[Start of section]
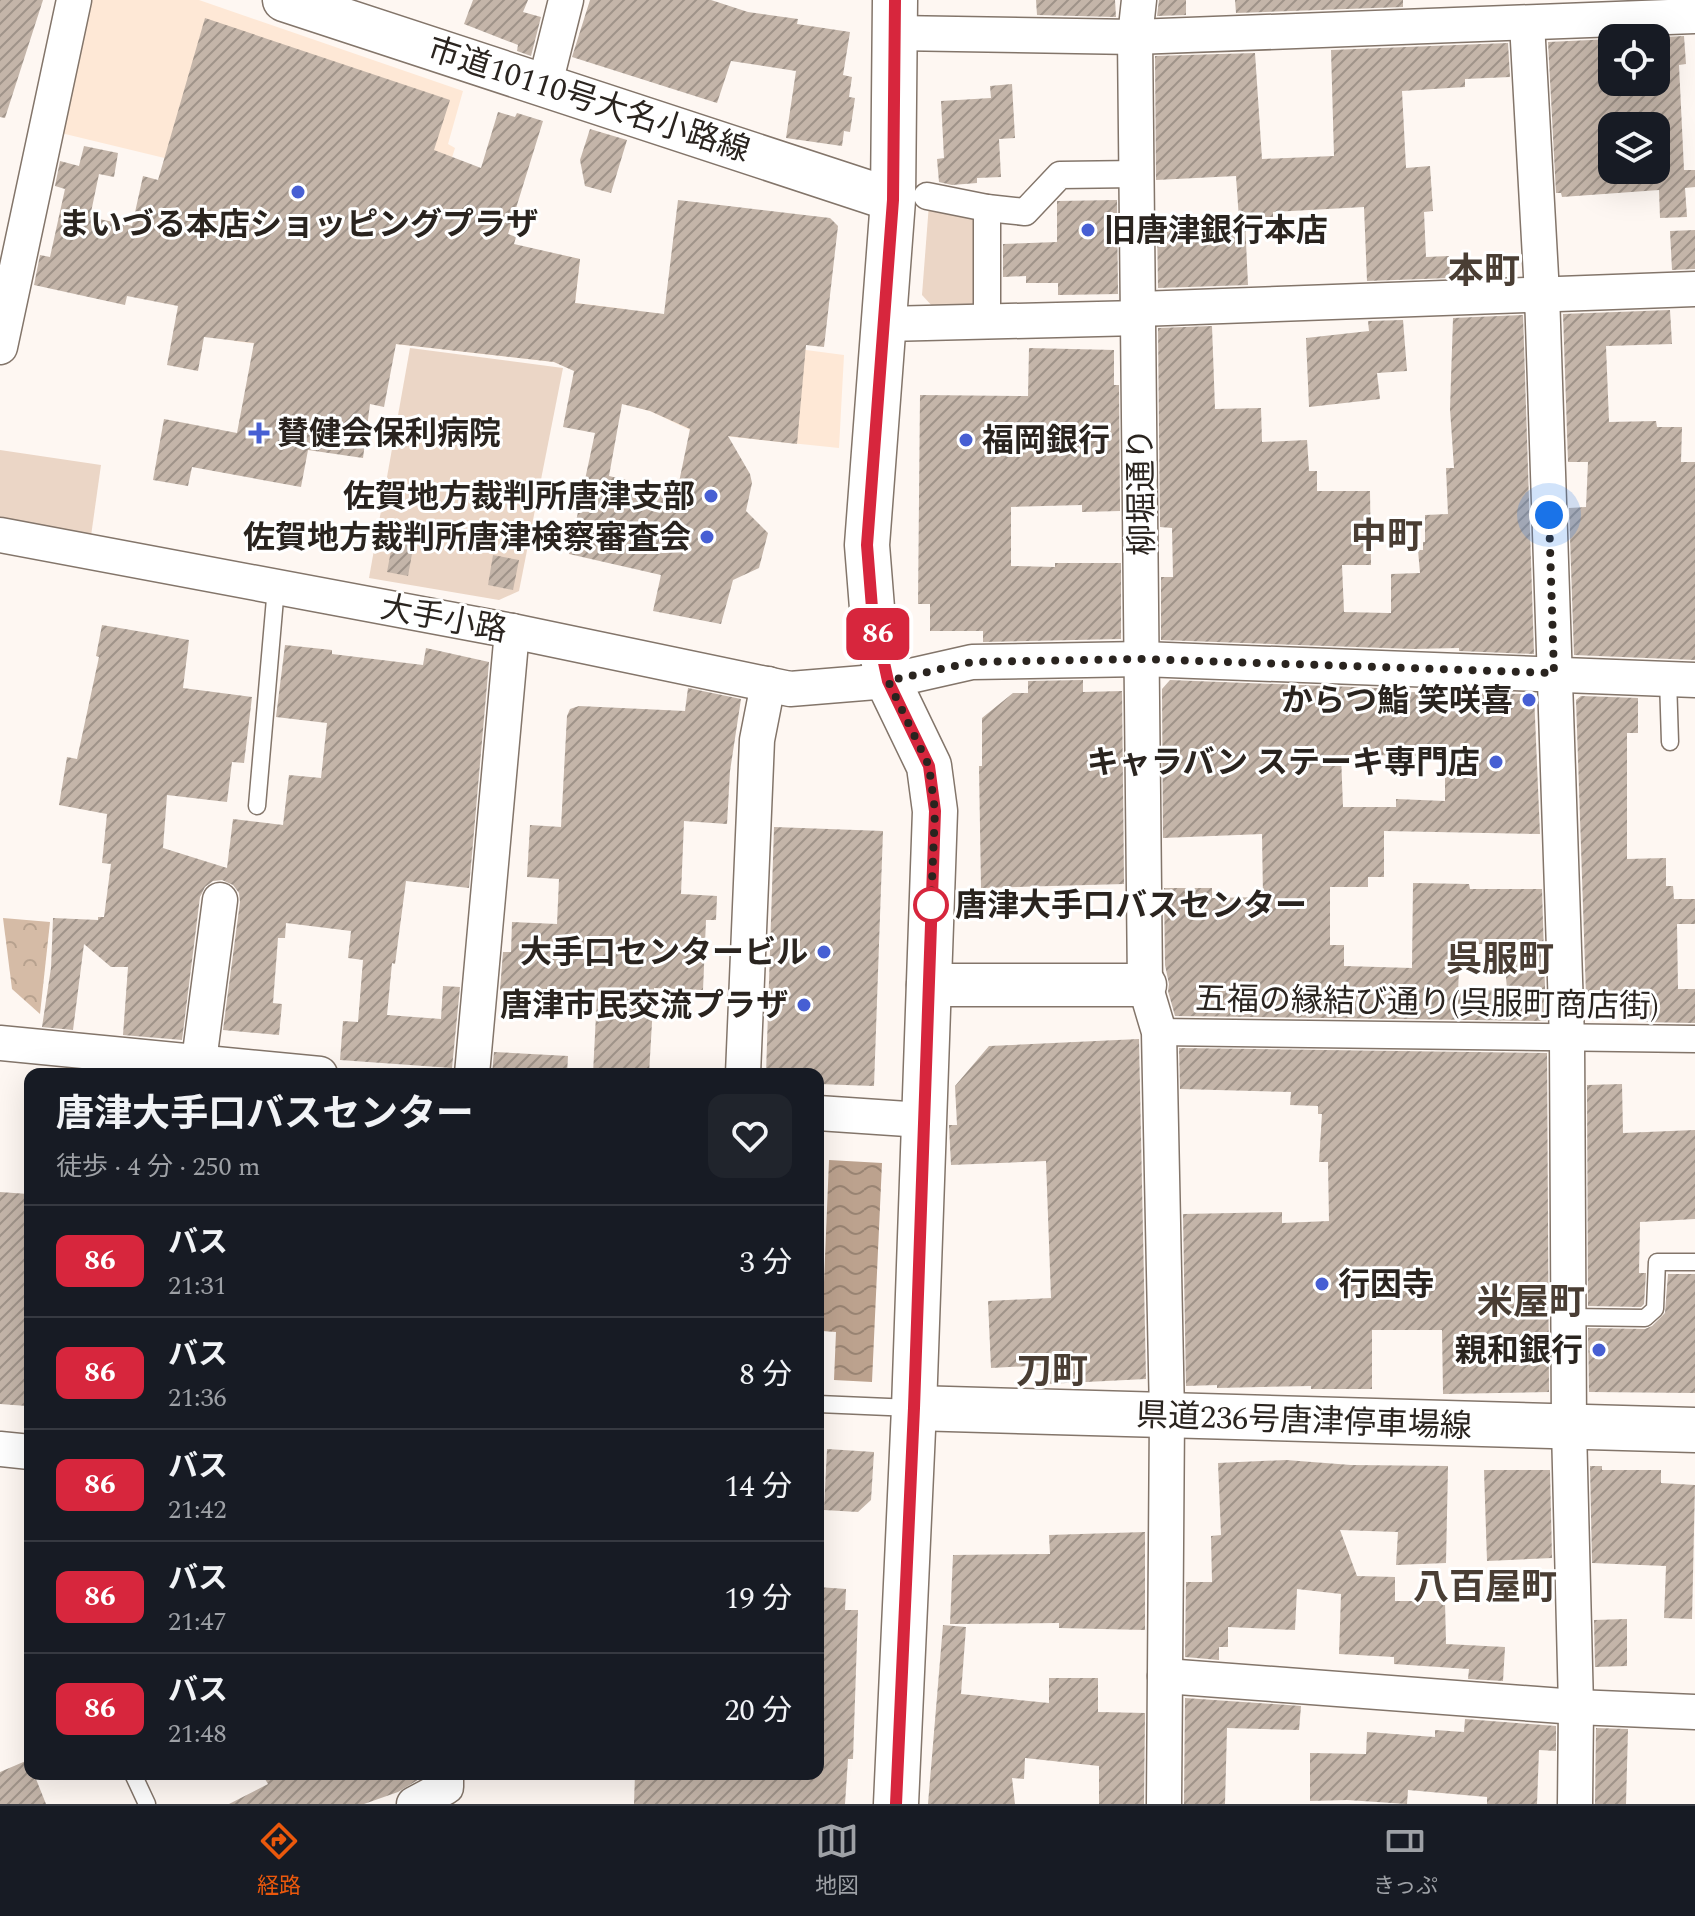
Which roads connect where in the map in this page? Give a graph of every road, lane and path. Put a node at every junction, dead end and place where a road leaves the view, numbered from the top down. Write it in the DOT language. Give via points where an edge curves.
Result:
graph roads {
  1 [pos="74,0"];
  2 [pos="566,0"];
  3 [pos="1139,0"];
  4 [pos="310,4"];
  5 [pos="1584,10"];
  6 [pos="1695,16"];
  7 [pos="895,17"];
  8 [pos="1527,23"];
  9 [pos="1135,37"];
  10 [pos="545,84"];
  11 [pos="1137,174"];
  12 [pos="910,198"];
  13 [pos="987,208"];
  14 [pos="1695,289"];
  15 [pos="1542,294"];
  16 [pos="1139,313"];
  17 [pos="987,322"];
  18 [pos="885,324"];
  19 [pos="0,347"];
  20 [pos="0,535"];
  21 [pos="276,587"];
  22 [pos="512,631"];
  23 [pos="1142,659"];
  24 [pos="1554,673"];
  25 [pos="1682,680"];
  26 [pos="888,681"];
  27 [pos="768,684"];
  28 [pos="1670,742"];
  29 [pos="257,806"];
  30 [pos="220,900"];
  31 [pos="928,985"];
  32 [pos="1145,985"];
  33 [pos="1159,1032"];
  34 [pos="1567,1039"];
  35 [pos="1695,1039"];
  36 [pos="0,1043"];
  37 [pos="199,1061"];
  38 [pos="264,1068"];
  39 [pos="473,1068"];
  40 [pos="743,1068"];
  41 [pos="824,1113"];
  42 [pos="922,1120"];
  43 [pos="1695,1262"];
  44 [pos="1568,1317"];
  45 [pos="824,1404"];
  46 [pos="914,1408"];
  47 [pos="1167,1415"];
  48 [pos="1569,1428"];
  49 [pos="1695,1430"];
  50 [pos="0,1449"];
  51 [pos="24,1451"];
  52 [pos="1165,1676"];
  53 [pos="1576,1707"];
  54 [pos="1695,1712"];
  55 [pos="136,1780"];
  56 [pos="446,1780"];
  57 [pos="147,1804"];
  58 [pos="414,1804"];
  59 [pos="896,1804"];
  60 [pos="1164,1804"];
  61 [pos="1575,1804"];
  1 -- 19 [label="street"];
  2 -- 10 [label="street"];
  3 -- 9 [label="street, 柳堀通り"];
  4 -- 10 [label="street, 市道10110号大名小路線"];
  5 -- 6 [label="street"];
  5 -- 8 [label="street"];
  7 -- 9 [label="street"];
  7 -- 12 [label="main road"];
  8 -- 9 [label="street"];
  8 -- 15 [label="street"];
  9 -- 11 [label="street, 柳堀通り"];
  10 -- 12 [label="street, 市道10110号大名小路線"];
  11 -- 13 [label="street" via="1060,175 1025,212"];
  11 -- 16 [label="street, 柳堀通り"];
  12 -- 13 [label="street"];
  12 -- 18 [label="main road"];
  13 -- 17 [label="street"];
  14 -- 15 [label="street"];
  15 -- 16 [label="street"];
  15 -- 24 [label="street"];
  16 -- 17 [label="street"];
  16 -- 23 [label="street, 柳堀通り"];
  17 -- 18 [label="street"];
  18 -- 26 [label="main road" via="867,545 872,608"];
  20 -- 21 [label="street, 大手小路"];
  21 -- 22 [label="street, 大手小路"];
  21 -- 29 [label="lane"];
  22 -- 27 [label="street, 大手小路"];
  22 -- 39 [label="street"];
  23 -- 24 [label="street, 大手小路"];
  23 -- 26 [label="street, 大手小路" via="972,662"];
  23 -- 32 [label="street, 柳堀通り"];
  24 -- 25 [label="street, 大手小路"];
  24 -- 34 [label="street"];
  25 -- 28 [label="lane"];
  26 -- 27 [label="street, 大手小路" via="790,689"];
  26 -- 31 [label="main road" via="929,766 935,811"];
  27 -- 40 [label="street" via="757,740"];
  30 -- 37 [label="street"];
  31 -- 32 [label="street"];
  31 -- 42 [label="main road"];
  32 -- 33 [label="street, 柳堀通り"];
  33 -- 34 [label="street, 五福の縁結び通り(呉服町商店街)"];
  33 -- 47 [label="street, 柳堀通り"];
  34 -- 35 [label="street, 五福の縁結び通り(呉服町商店街)"];
  34 -- 44 [label="street"];
  36 -- 37 [label="street"];
  37 -- 38 [label="street"];
  41 -- 42 [label="street"];
  42 -- 46 [label="main road"];
  43 -- 44 [label="lane" via="1657,1262 1655,1309 1645,1318"];
  44 -- 48 [label="street"];
  45 -- 46 [label="lane"];
  46 -- 47 [label="main road, 県道236号唐津停車場線"];
  46 -- 59 [label="main road"];
  47 -- 48 [label="main road, 県道236号唐津停車場線"];
  47 -- 52 [label="street, 柳堀通り"];
  48 -- 49 [label="main road, 県道236号唐津停車場線"];
  48 -- 53 [label="street"];
  50 -- 51 [label="street"];
  52 -- 53 [label="street"];
  52 -- 60 [label="street, 柳堀通り"];
  53 -- 54 [label="street"];
  53 -- 61 [label="street"];
  55 -- 57 [label="lane"];
  56 -- 58 [label="street" via="446,1787"];
}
[End of section]
(TASK)
Write out the records above in full and exactly, with no pictures.

(THE ANSWER)
Which roads connect where in the map in this page? Give a graph of every road, lane and path. Put a node at every junction, dead end and place where a road leaves the view, numbered from the top down. Write it in the DOT language. Give via points where an edge curves.
Result:
graph roads {
  1 [pos="74,0"];
  2 [pos="566,0"];
  3 [pos="1139,0"];
  4 [pos="310,4"];
  5 [pos="1584,10"];
  6 [pos="1695,16"];
  7 [pos="895,17"];
  8 [pos="1527,23"];
  9 [pos="1135,37"];
  10 [pos="545,84"];
  11 [pos="1137,174"];
  12 [pos="910,198"];
  13 [pos="987,208"];
  14 [pos="1695,289"];
  15 [pos="1542,294"];
  16 [pos="1139,313"];
  17 [pos="987,322"];
  18 [pos="885,324"];
  19 [pos="0,347"];
  20 [pos="0,535"];
  21 [pos="276,587"];
  22 [pos="512,631"];
  23 [pos="1142,659"];
  24 [pos="1554,673"];
  25 [pos="1682,680"];
  26 [pos="888,681"];
  27 [pos="768,684"];
  28 [pos="1670,742"];
  29 [pos="257,806"];
  30 [pos="220,900"];
  31 [pos="928,985"];
  32 [pos="1145,985"];
  33 [pos="1159,1032"];
  34 [pos="1567,1039"];
  35 [pos="1695,1039"];
  36 [pos="0,1043"];
  37 [pos="199,1061"];
  38 [pos="264,1068"];
  39 [pos="473,1068"];
  40 [pos="743,1068"];
  41 [pos="824,1113"];
  42 [pos="922,1120"];
  43 [pos="1695,1262"];
  44 [pos="1568,1317"];
  45 [pos="824,1404"];
  46 [pos="914,1408"];
  47 [pos="1167,1415"];
  48 [pos="1569,1428"];
  49 [pos="1695,1430"];
  50 [pos="0,1449"];
  51 [pos="24,1451"];
  52 [pos="1165,1676"];
  53 [pos="1576,1707"];
  54 [pos="1695,1712"];
  55 [pos="136,1780"];
  56 [pos="446,1780"];
  57 [pos="147,1804"];
  58 [pos="414,1804"];
  59 [pos="896,1804"];
  60 [pos="1164,1804"];
  61 [pos="1575,1804"];
  1 -- 19 [label="street"];
  2 -- 10 [label="street"];
  3 -- 9 [label="street, 柳堀通り"];
  4 -- 10 [label="street, 市道10110号大名小路線"];
  5 -- 6 [label="street"];
  5 -- 8 [label="street"];
  7 -- 9 [label="street"];
  7 -- 12 [label="main road"];
  8 -- 9 [label="street"];
  8 -- 15 [label="street"];
  9 -- 11 [label="street, 柳堀通り"];
  10 -- 12 [label="street, 市道10110号大名小路線"];
  11 -- 13 [label="street" via="1060,175 1025,212"];
  11 -- 16 [label="street, 柳堀通り"];
  12 -- 13 [label="street"];
  12 -- 18 [label="main road"];
  13 -- 17 [label="street"];
  14 -- 15 [label="street"];
  15 -- 16 [label="street"];
  15 -- 24 [label="street"];
  16 -- 17 [label="street"];
  16 -- 23 [label="street, 柳堀通り"];
  17 -- 18 [label="street"];
  18 -- 26 [label="main road" via="867,545 872,608"];
  20 -- 21 [label="street, 大手小路"];
  21 -- 22 [label="street, 大手小路"];
  21 -- 29 [label="lane"];
  22 -- 27 [label="street, 大手小路"];
  22 -- 39 [label="street"];
  23 -- 24 [label="street, 大手小路"];
  23 -- 26 [label="street, 大手小路" via="972,662"];
  23 -- 32 [label="street, 柳堀通り"];
  24 -- 25 [label="street, 大手小路"];
  24 -- 34 [label="street"];
  25 -- 28 [label="lane"];
  26 -- 27 [label="street, 大手小路" via="790,689"];
  26 -- 31 [label="main road" via="929,766 935,811"];
  27 -- 40 [label="street" via="757,740"];
  30 -- 37 [label="street"];
  31 -- 32 [label="street"];
  31 -- 42 [label="main road"];
  32 -- 33 [label="street, 柳堀通り"];
  33 -- 34 [label="street, 五福の縁結び通り(呉服町商店街)"];
  33 -- 47 [label="street, 柳堀通り"];
  34 -- 35 [label="street, 五福の縁結び通り(呉服町商店街)"];
  34 -- 44 [label="street"];
  36 -- 37 [label="street"];
  37 -- 38 [label="street"];
  41 -- 42 [label="street"];
  42 -- 46 [label="main road"];
  43 -- 44 [label="lane" via="1657,1262 1655,1309 1645,1318"];
  44 -- 48 [label="street"];
  45 -- 46 [label="lane"];
  46 -- 47 [label="main road, 県道236号唐津停車場線"];
  46 -- 59 [label="main road"];
  47 -- 48 [label="main road, 県道236号唐津停車場線"];
  47 -- 52 [label="street, 柳堀通り"];
  48 -- 49 [label="main road, 県道236号唐津停車場線"];
  48 -- 53 [label="street"];
  50 -- 51 [label="street"];
  52 -- 53 [label="street"];
  52 -- 60 [label="street, 柳堀通り"];
  53 -- 54 [label="street"];
  53 -- 61 [label="street"];
  55 -- 57 [label="lane"];
  56 -- 58 [label="street" via="446,1787"];
}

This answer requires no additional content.